Segment Start: Records for the task

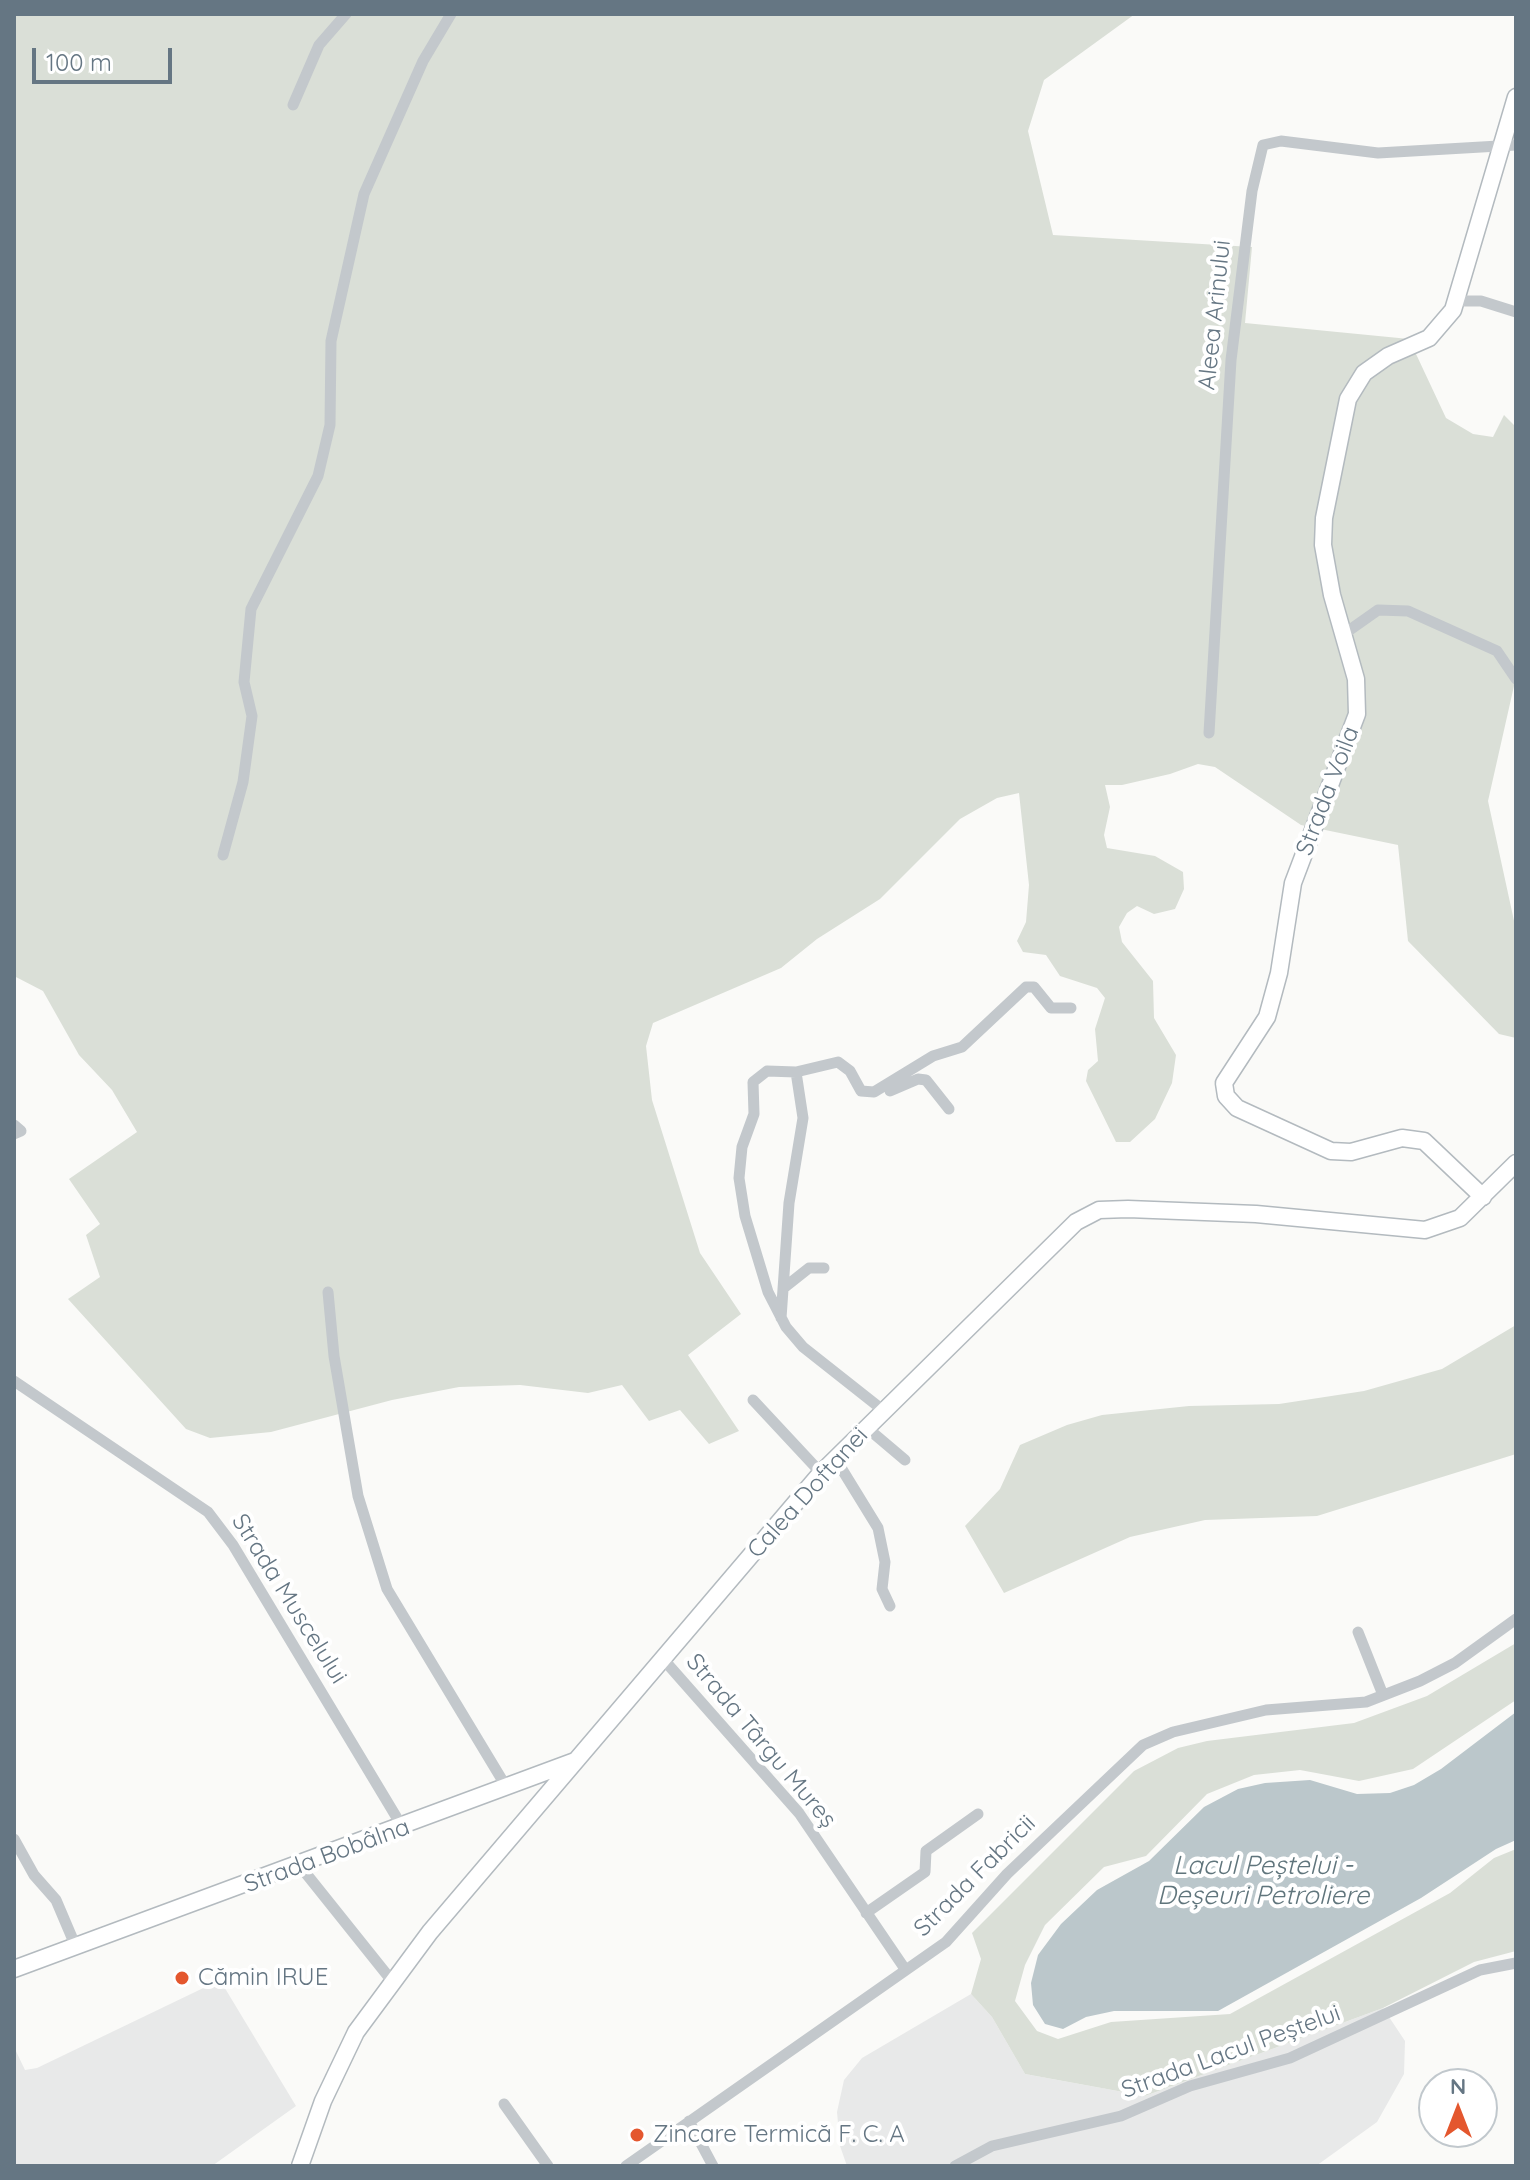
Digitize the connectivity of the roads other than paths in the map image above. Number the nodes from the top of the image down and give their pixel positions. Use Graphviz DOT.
graph roads {
  1 [pos="346,14"];
  2 [pos="451,14"];
  3 [pos="1516,97"];
  4 [pos="293,105"];
  5 [pos="1509,146"];
  6 [pos="1457,301"];
  7 [pos="1516,312"];
  8 [pos="1344,634"];
  9 [pos="1516,679"];
  10 [pos="1209,733"];
  11 [pos="223,855"];
  12 [pos="1071,1008"];
  13 [pos="796,1072"];
  14 [pos="874,1092"];
  15 [pos="949,1109"];
  16 [pos="1516,1163"];
  17 [pos="1483,1197"];
  18 [pos="824,1268"];
  19 [pos="785,1287"];
  20 [pos="328,1292"];
  21 [pos="781,1318"];
  22 [pos="14,1381"];
  23 [pos="753,1400"];
  24 [pos="884,1411"];
  25 [pos="866,1427"];
  26 [pos="835,1458"];
  27 [pos="905,1460"];
  28 [pos="821,1473"];
  29 [pos="890,1606"];
  30 [pos="1516,1619"];
  31 [pos="1358,1632"];
  32 [pos="664,1660"];
  33 [pos="1383,1695"];
  34 [pos="577,1761"];
  35 [pos="507,1788"];
  36 [pos="978,1814"];
  37 [pos="403,1828"];
  38 [pos="14,1839"];
  39 [pos="300,1866"];
  40 [pos="866,1913"];
  41 [pos="76,1947"];
  42 [pos="1516,1963"];
  43 [pos="14,1969"];
  44 [pos="905,1969"];
  45 [pos="392,1981"];
  46 [pos="504,2104"];
  47 [pos="689,2121"];
  48 [pos="300,2166"];
  49 [pos="548,2166"];
  50 [pos="626,2166"];
  51 [pos="713,2166"];
  52 [pos="955,2166"];
  1 -- 4 [label="street"];
  2 -- 11 [label="street"];
  3 -- 5 [label="main road, Strada Voila"];
  5 -- 6 [label="main road, Strada Voila"];
  5 -- 10 [label="street, Aleea Arinului"];
  6 -- 7 [label="street"];
  6 -- 8 [label="main road, Strada Voila"];
  8 -- 9 [label="street"];
  8 -- 17 [label="main road, Strada Voila"];
  12 -- 14 [label="street"];
  13 -- 14 [label="street"];
  13 -- 19 [label="street"];
  13 -- 21 [label="street"];
  14 -- 15 [label="street"];
  16 -- 17 [label="main road, Calea Doftanei"];
  17 -- 24 [label="main road, Calea Doftanei"];
  18 -- 19 [label="street"];
  19 -- 21 [label="street"];
  20 -- 35 [label="street"];
  21 -- 24 [label="street"];
  22 -- 37 [label="street, Strada Muscelului"];
  23 -- 28 [label="street"];
  24 -- 25 [label="main road, Calea Doftanei"];
  25 -- 26 [label="main road, Calea Doftanei"];
  25 -- 27 [label="street"];
  26 -- 28 [label="main road, Calea Doftanei"];
  26 -- 29 [label="street"];
  28 -- 32 [label="main road, Calea Doftanei"];
  30 -- 33 [label="street, Strada Fabricii"];
  31 -- 33 [label="street"];
  32 -- 34 [label="main road, Calea Doftanei"];
  32 -- 40 [label="street, Strada Târgu Mureș"];
  33 -- 44 [label="street, Strada Fabricii"];
  34 -- 35 [label="main road, Strada Bobâlna"];
  34 -- 45 [label="main road, Calea Doftanei"];
  35 -- 37 [label="main road, Strada Bobâlna"];
  36 -- 40 [label="street"];
  37 -- 39 [label="main road, Strada Bobâlna"];
  38 -- 41 [label="street"];
  39 -- 41 [label="main road, Strada Bobâlna"];
  39 -- 45 [label="street"];
  40 -- 44 [label="street, Strada Târgu Mureș"];
  41 -- 43 [label="main road, Strada Bobâlna"];
  42 -- 52 [label="street, Strada Lacul Peștelui"];
  44 -- 47 [label="street, Strada Fabricii"];
  45 -- 48 [label="main road, Calea Doftanei"];
  46 -- 49 [label="street"];
  47 -- 50 [label="street, Strada Fabricii"];
  47 -- 51 [label="street"];
}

Segment End: Records for the task

__Exercise directions__.
Would you repeat the entries exactly, keeping the images out?

__Your solution__.
Digitize the connectivity of the roads other than paths in the map image above. Number the nodes from the top of the image down and give their pixel positions. Use Graphviz DOT.
graph roads {
  1 [pos="346,14"];
  2 [pos="451,14"];
  3 [pos="1516,97"];
  4 [pos="293,105"];
  5 [pos="1509,146"];
  6 [pos="1457,301"];
  7 [pos="1516,312"];
  8 [pos="1344,634"];
  9 [pos="1516,679"];
  10 [pos="1209,733"];
  11 [pos="223,855"];
  12 [pos="1071,1008"];
  13 [pos="796,1072"];
  14 [pos="874,1092"];
  15 [pos="949,1109"];
  16 [pos="1516,1163"];
  17 [pos="1483,1197"];
  18 [pos="824,1268"];
  19 [pos="785,1287"];
  20 [pos="328,1292"];
  21 [pos="781,1318"];
  22 [pos="14,1381"];
  23 [pos="753,1400"];
  24 [pos="884,1411"];
  25 [pos="866,1427"];
  26 [pos="835,1458"];
  27 [pos="905,1460"];
  28 [pos="821,1473"];
  29 [pos="890,1606"];
  30 [pos="1516,1619"];
  31 [pos="1358,1632"];
  32 [pos="664,1660"];
  33 [pos="1383,1695"];
  34 [pos="577,1761"];
  35 [pos="507,1788"];
  36 [pos="978,1814"];
  37 [pos="403,1828"];
  38 [pos="14,1839"];
  39 [pos="300,1866"];
  40 [pos="866,1913"];
  41 [pos="76,1947"];
  42 [pos="1516,1963"];
  43 [pos="14,1969"];
  44 [pos="905,1969"];
  45 [pos="392,1981"];
  46 [pos="504,2104"];
  47 [pos="689,2121"];
  48 [pos="300,2166"];
  49 [pos="548,2166"];
  50 [pos="626,2166"];
  51 [pos="713,2166"];
  52 [pos="955,2166"];
  1 -- 4 [label="street"];
  2 -- 11 [label="street"];
  3 -- 5 [label="main road, Strada Voila"];
  5 -- 6 [label="main road, Strada Voila"];
  5 -- 10 [label="street, Aleea Arinului"];
  6 -- 7 [label="street"];
  6 -- 8 [label="main road, Strada Voila"];
  8 -- 9 [label="street"];
  8 -- 17 [label="main road, Strada Voila"];
  12 -- 14 [label="street"];
  13 -- 14 [label="street"];
  13 -- 19 [label="street"];
  13 -- 21 [label="street"];
  14 -- 15 [label="street"];
  16 -- 17 [label="main road, Calea Doftanei"];
  17 -- 24 [label="main road, Calea Doftanei"];
  18 -- 19 [label="street"];
  19 -- 21 [label="street"];
  20 -- 35 [label="street"];
  21 -- 24 [label="street"];
  22 -- 37 [label="street, Strada Muscelului"];
  23 -- 28 [label="street"];
  24 -- 25 [label="main road, Calea Doftanei"];
  25 -- 26 [label="main road, Calea Doftanei"];
  25 -- 27 [label="street"];
  26 -- 28 [label="main road, Calea Doftanei"];
  26 -- 29 [label="street"];
  28 -- 32 [label="main road, Calea Doftanei"];
  30 -- 33 [label="street, Strada Fabricii"];
  31 -- 33 [label="street"];
  32 -- 34 [label="main road, Calea Doftanei"];
  32 -- 40 [label="street, Strada Târgu Mureș"];
  33 -- 44 [label="street, Strada Fabricii"];
  34 -- 35 [label="main road, Strada Bobâlna"];
  34 -- 45 [label="main road, Calea Doftanei"];
  35 -- 37 [label="main road, Strada Bobâlna"];
  36 -- 40 [label="street"];
  37 -- 39 [label="main road, Strada Bobâlna"];
  38 -- 41 [label="street"];
  39 -- 41 [label="main road, Strada Bobâlna"];
  39 -- 45 [label="street"];
  40 -- 44 [label="street, Strada Târgu Mureș"];
  41 -- 43 [label="main road, Strada Bobâlna"];
  42 -- 52 [label="street, Strada Lacul Peștelui"];
  44 -- 47 [label="street, Strada Fabricii"];
  45 -- 48 [label="main road, Calea Doftanei"];
  46 -- 49 [label="street"];
  47 -- 50 [label="street, Strada Fabricii"];
  47 -- 51 [label="street"];
}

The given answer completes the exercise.